La France post 1960 qui s’est installée dans la prédation grâce à une domination insidieuse de ses ex-colonies ne peut, en aucun cas, être la solution aux problèmes auxquels ces derniers font face, certainement pas l’insécurité, l’instabilité, la stagnation, et l’absence de développement économique et social. Si la France n’est certainement pas directement responsable de ces problèmes, ses relations avec ces pays telles qu’elles ont existé depuis 1960, qui, faut-il le rappeler, n’ont pas d’équivalent pour les autres anciens empires coloniaux, n’en constituent en aucun cas la solution. C’est là une autre leçon que l’initiative des colonels maliens nous enseigne.

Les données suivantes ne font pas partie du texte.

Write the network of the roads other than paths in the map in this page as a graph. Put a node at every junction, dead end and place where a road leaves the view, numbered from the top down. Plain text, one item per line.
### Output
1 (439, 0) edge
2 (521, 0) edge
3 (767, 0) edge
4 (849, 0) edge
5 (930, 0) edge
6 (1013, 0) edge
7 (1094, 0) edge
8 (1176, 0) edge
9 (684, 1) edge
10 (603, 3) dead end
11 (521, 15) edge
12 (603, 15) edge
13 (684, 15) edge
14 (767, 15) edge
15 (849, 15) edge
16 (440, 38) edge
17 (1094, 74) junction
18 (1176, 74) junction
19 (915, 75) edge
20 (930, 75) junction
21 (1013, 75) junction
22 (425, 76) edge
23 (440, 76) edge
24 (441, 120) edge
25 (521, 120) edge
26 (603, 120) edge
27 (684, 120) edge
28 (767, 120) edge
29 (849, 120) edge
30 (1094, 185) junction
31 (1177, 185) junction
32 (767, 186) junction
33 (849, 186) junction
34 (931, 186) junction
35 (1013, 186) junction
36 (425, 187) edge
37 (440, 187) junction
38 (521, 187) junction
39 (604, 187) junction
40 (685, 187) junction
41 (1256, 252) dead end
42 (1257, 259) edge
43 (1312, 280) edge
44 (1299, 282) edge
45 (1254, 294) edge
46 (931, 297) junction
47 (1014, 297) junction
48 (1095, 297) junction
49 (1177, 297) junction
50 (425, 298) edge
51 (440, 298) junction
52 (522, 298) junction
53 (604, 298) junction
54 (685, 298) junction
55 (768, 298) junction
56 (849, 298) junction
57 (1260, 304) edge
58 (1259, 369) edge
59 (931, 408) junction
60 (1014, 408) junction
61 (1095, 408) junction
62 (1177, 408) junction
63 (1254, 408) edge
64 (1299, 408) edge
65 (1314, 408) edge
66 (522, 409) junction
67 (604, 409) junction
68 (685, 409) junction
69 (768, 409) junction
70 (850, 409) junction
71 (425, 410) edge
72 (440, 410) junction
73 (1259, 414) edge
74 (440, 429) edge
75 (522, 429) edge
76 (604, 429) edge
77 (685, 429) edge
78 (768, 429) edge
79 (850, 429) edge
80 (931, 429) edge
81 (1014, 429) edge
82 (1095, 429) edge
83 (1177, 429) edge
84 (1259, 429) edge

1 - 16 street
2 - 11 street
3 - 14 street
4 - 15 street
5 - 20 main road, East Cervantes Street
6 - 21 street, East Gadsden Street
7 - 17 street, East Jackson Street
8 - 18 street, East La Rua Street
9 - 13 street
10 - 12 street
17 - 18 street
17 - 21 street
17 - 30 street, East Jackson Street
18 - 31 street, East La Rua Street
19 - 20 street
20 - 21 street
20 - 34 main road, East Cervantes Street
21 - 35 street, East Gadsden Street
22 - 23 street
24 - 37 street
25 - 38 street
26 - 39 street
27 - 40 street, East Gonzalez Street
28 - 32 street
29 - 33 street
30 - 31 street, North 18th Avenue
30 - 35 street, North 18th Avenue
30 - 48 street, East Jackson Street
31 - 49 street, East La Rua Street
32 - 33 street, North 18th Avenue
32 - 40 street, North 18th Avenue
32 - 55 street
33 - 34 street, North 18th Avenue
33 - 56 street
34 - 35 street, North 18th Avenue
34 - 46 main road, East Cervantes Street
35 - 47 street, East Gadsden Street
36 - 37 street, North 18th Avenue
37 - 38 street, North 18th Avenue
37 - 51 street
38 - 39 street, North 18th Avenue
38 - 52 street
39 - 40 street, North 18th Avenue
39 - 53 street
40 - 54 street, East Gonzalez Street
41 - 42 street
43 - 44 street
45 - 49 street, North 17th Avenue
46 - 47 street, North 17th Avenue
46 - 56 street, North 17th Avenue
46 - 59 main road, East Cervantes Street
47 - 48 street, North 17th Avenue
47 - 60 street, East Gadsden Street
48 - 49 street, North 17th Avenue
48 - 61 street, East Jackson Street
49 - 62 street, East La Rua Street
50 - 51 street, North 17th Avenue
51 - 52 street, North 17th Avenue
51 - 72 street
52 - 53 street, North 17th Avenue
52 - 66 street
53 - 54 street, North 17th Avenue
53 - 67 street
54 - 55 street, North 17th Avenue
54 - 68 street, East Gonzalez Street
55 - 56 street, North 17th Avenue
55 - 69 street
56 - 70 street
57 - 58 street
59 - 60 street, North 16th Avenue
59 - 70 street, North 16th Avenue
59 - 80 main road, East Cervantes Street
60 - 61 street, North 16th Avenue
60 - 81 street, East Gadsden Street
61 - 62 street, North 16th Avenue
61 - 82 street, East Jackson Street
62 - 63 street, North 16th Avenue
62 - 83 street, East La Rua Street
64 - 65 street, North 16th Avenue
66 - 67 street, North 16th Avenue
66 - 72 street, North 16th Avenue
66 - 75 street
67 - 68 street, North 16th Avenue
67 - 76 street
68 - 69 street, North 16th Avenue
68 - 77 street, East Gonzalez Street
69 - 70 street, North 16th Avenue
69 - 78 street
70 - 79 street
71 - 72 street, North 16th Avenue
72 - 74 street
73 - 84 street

Une dernière observation pour finir. L’on constatera que le développement sociopolitique majeur pour la France qu’a constitué la nomination d’un membre de la communauté LGBTQ de France comme Premier Ministre n’a motivé aucune réunion d’urgence de quelque ‘Conseil National de Défense Socioculturelle’ dans aucune des capitales de ses anciennes colonies pour l’apprécier et en examiner toutes les retombées. Rien de plus normal, que ce genre d’institution existe effectivement ou pas ! Cette nomination est, bien sûr, une affaire de politique intérieure française dans laquelle ces Etats n’ont strictement pas à fourrer le nez. Cependant, cela en dit long sur l’asymétrie de leurs relations avec l’ancienne ‘métropole’ compte tenu des réactions que cette décision du président Macron n’a manqué de susciter dans bien de sociétés civile et politique (et dans les couloirs de palais) pour lesquels cette décision est sans doute l’équivalent d’un coup d’état contre ce qu’ils considèrent (à tort ou à raison) comme des normes ‘sacrosaintes’ encore plus immuables que les « normes et principes démocratiques » au nom desquelles « le jeune homme de Mbengue, capitale Paris » a tant vitupéré et montré les dents lors de (certains, pas tous !) coups d’état militaires au Sahel et ailleurs en Afrique (et seulement en Afrique !).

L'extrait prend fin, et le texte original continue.